# Ray Shot " Layered Pouches"



## Flatband (Dec 18, 2009)

A few months ago, Rayshot and myself exchanged some rubber and pouches. I had a ton of fun shooting 1/8" steel balls out of his magnetic pouches. He also sent along some Pigskin and Cowhide combo's. I am seriously into Pigskin. I think it's the best leather out there for pouches. Sometimes you get leather that gauges too thin. Well, Ray found a way around that problem. He found an adhesive that is wonderful on leather. So he clamps a few together-sometimes placing magnet in the center ( or however he does it) and sometimes just the leather. I had a few pouches that didn't have the magnets so I just used them for regular pouches and they turned out great. Excellent pouches,good temper too, and the blessed Pigskin to boot! Fine job Ray and thanks! Flatband


----------



## Flatband (Dec 18, 2009)

I just realized I should have placed this where it belongs-"product reviews"- I mean it's right there in front of me-DUH







Maybe one of our moderators could swing this over there.
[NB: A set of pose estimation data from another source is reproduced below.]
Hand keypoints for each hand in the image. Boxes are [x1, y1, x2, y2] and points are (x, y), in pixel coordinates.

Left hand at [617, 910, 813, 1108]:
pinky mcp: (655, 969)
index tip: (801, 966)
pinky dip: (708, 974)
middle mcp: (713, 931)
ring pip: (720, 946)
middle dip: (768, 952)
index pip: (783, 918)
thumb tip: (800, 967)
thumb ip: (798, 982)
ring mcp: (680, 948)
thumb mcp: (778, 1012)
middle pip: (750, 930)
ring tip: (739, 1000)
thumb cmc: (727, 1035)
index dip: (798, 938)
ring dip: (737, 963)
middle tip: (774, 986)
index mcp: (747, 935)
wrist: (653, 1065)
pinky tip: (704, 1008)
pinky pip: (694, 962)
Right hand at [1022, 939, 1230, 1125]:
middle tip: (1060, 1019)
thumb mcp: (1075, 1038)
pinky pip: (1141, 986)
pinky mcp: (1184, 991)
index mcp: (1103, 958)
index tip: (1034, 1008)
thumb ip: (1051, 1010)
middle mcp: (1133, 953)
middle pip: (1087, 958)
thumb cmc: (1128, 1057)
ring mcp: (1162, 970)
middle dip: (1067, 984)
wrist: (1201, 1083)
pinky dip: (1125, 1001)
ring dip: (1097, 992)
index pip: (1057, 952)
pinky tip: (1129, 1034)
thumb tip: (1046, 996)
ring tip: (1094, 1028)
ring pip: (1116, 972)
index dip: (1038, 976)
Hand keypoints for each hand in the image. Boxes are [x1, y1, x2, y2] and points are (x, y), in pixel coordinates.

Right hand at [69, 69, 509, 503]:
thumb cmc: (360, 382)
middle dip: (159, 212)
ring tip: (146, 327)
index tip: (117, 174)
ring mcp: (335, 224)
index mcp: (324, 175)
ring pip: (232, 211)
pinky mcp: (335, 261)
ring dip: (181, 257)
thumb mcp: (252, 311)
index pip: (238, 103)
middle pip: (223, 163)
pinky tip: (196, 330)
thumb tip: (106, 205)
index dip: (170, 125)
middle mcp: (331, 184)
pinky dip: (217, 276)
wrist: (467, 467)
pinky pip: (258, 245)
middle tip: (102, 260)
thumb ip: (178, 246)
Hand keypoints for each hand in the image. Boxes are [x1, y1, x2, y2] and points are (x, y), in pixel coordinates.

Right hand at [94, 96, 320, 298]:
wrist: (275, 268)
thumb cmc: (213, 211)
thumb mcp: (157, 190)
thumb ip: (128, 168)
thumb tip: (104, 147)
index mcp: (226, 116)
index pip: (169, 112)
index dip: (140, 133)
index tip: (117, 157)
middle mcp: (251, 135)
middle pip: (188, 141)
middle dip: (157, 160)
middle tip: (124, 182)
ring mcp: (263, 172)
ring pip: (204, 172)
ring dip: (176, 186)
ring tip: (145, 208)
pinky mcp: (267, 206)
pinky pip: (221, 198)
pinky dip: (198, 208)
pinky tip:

Sorry for the mix-up. Flatband


----------



## smitty (Dec 17, 2009)

I have been shooting some of Rays' pouches lately as well and they are great. The little magnet is very good at holding the ammo in the pouch even when not gripped and its' small size pops the ball right in the middle where it should be. They are excellent pouches.


----------



## Rayshot (Feb 1, 2010)

Flatband said:


> A few months ago, Rayshot and myself exchanged some rubber and pouches. I had a ton of fun shooting 1/8" steel balls out of his magnetic pouches. He also sent along some Pigskin and Cowhide combo's. I am seriously into Pigskin. I think it's the best leather out there for pouches. Sometimes you get leather that gauges too thin. Well, Ray found a way around that problem. He found an adhesive that is wonderful on leather. So he clamps a few together-sometimes placing magnet in the center ( or however he does it) and sometimes just the leather. I had a few pouches that didn't have the magnets so I just used them for regular pouches and they turned out great. Excellent pouches,good temper too, and the blessed Pigskin to boot! Fine job Ray and thanks! Flatband


I forgot I sent you some of the pigskin bonded to the thicker leather, the second and third from the bottom. I thought it would be too thick. But I must say it seemed like it has a certain suppleness that when broken in would be nice.

Glad you had a chance to fit a test run in with some of the samples in among your thousands of pouches.


----------



## dgui (Jan 12, 2010)

The Bonded PigSkin w or wo the magnet is great leather to shoot with very durable and light weight.


----------